Re: being inside a universe

From: Bruno Marchal <marchal.domain.name.hidden>
Date: Fri, 5 Jul 2002 20:25:31 +0200

Hal Finney wrote:



>Yes, I meant a constant additive term. Any UTM can emulate any other
>TM using a fixed size prefix in front of the other TM's input tape.
>(This assumes that the two TMs use the same basic alphabet of characters
>for their input tape.)

OK. That follows from Church Thesis.



>
>However I may have been too general in making this assertion about all
>universal computers (a larger set than UTMs). It's possible that some
>UC's would need to scale the size of the program in order to emulate
>others, so in those cases it is not just a fixed additive term. I would
>have to look more closely at other models of universal computation to
>get a better understanding of this point.


Church thesis is equivalent to assert that a UTM, or JAVA, lambda,
... including Deutsch Universal Quantum Turing Machine, ... can
emulate each other.
All those thesis are provably equivalent, giving an empirical evidence
that "computability" is sort of large invariant for combinatorial finite
digitilizable open manipulations. Open means *hopefully* capable of
getting more memory, (qu)bytes.

Quantum computing has demolished a weaker thesis saying that UTM can
simulate each other with slow-down/speed-up polynomial delay.
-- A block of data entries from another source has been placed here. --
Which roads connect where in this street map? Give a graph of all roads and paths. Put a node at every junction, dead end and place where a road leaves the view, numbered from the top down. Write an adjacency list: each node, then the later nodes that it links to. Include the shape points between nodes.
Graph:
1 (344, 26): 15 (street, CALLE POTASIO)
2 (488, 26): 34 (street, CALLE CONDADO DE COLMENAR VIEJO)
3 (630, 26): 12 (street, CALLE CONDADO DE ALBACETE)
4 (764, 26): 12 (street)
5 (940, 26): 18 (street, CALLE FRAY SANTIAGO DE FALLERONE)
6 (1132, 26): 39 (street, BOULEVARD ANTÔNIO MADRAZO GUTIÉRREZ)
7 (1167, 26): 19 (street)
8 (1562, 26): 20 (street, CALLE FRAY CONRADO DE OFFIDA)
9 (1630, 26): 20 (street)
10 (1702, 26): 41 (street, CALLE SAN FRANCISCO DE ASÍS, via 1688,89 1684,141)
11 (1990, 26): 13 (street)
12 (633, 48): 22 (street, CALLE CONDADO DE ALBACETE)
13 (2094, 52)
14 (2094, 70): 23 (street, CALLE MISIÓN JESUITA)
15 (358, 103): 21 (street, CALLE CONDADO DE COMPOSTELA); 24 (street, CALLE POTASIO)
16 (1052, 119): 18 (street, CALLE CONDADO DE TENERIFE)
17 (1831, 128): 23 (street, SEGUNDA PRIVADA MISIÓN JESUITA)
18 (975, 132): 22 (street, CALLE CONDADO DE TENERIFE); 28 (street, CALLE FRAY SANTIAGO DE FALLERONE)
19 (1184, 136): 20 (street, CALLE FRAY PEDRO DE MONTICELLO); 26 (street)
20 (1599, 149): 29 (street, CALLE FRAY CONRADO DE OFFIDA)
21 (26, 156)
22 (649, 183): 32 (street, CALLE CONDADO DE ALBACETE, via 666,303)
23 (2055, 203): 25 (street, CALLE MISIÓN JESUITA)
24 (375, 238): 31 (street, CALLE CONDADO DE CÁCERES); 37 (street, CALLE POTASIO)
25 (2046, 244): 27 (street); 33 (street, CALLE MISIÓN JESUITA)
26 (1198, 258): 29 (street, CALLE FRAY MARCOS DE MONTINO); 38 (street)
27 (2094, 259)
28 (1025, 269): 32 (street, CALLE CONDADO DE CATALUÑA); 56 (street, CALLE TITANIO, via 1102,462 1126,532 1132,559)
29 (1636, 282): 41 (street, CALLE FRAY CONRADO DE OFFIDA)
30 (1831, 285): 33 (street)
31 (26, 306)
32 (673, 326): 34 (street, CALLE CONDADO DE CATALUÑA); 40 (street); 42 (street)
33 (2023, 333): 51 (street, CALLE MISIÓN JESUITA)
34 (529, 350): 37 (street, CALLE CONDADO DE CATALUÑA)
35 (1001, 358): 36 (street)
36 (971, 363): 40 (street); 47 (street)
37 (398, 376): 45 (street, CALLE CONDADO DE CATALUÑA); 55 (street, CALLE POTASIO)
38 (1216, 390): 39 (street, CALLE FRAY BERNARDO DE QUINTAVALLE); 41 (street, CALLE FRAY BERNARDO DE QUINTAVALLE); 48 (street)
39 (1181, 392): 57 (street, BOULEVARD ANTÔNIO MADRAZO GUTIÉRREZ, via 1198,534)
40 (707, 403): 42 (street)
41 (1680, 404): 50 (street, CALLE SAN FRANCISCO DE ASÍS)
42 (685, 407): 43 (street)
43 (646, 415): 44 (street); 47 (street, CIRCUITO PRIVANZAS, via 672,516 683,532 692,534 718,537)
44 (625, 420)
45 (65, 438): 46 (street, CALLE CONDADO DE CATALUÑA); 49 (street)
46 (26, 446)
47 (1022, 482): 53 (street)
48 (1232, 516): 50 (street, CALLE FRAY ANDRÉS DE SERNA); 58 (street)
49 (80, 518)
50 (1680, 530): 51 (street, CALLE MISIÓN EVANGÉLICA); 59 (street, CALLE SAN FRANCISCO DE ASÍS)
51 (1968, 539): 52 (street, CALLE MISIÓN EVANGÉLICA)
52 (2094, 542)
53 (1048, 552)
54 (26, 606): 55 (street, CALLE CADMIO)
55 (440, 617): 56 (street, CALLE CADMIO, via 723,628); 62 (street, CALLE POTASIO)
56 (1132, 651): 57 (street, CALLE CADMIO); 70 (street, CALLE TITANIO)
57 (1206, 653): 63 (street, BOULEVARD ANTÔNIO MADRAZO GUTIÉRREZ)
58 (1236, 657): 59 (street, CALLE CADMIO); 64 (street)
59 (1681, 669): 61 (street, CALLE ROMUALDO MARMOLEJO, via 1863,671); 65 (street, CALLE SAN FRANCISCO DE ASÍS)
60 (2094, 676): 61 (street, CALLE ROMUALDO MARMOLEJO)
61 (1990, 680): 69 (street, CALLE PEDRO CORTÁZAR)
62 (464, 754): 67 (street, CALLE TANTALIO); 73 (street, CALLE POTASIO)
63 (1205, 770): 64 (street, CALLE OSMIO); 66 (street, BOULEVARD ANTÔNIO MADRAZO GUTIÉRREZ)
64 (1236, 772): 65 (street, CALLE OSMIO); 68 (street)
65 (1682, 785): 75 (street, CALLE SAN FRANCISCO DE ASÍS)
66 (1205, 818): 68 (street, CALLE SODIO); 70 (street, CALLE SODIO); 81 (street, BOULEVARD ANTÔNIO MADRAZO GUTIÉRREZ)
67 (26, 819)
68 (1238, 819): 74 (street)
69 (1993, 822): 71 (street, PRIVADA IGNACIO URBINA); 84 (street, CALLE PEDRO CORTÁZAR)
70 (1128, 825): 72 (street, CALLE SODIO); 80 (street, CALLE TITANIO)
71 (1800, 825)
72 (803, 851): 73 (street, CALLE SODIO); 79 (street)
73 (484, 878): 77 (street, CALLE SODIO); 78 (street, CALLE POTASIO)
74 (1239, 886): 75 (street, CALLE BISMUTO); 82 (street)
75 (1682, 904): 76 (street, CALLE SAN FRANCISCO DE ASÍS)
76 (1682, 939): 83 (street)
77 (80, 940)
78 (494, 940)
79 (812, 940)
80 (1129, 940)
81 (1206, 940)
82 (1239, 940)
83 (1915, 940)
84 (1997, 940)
Church thesis is, imo, independent from what I would like to call
Deutsch thesis, which is that a QUTM (and thus a UTM) can simulate
all physical phenomena.

There is a paper by Freedman making seemingly possible some sort
of analogical universal machine which could beat UTM. But that "physical
phenomena" are capable of more than computing is almost "trivial"
for the computationalist which expect even white rabbits and
white noise a priori.

Perhaps I should recall that comp, as I have always presented, is
the hypothesis that "we" (whatever that means) are turing emulable.
It is not the more schmidhuberian hypothesis that
    1) there is a physical universe (but what's that exactly?)
    2) That universe is Turing emulable.

Quite the contrary if *we* are turing emulable then from our
inside view we have reasons for expecting trace of
non computationnal features with respect with our most probable
neighborhood. If we look below our "functionnal substitution
description" level, we should "see" (and share) trace of the
computationnal indeterminacy.

Now, a priori, this does not entail at all there exists a universal
analogical machine, and Freedman machine is intringuing. So I am
motivated for Chern Simons theory and topological field theories and
(not less fascinating fact!) how and why knots does help on the path.
You can guess that, for me, the question is: does such analogical
universal beast lives in some Z1* models?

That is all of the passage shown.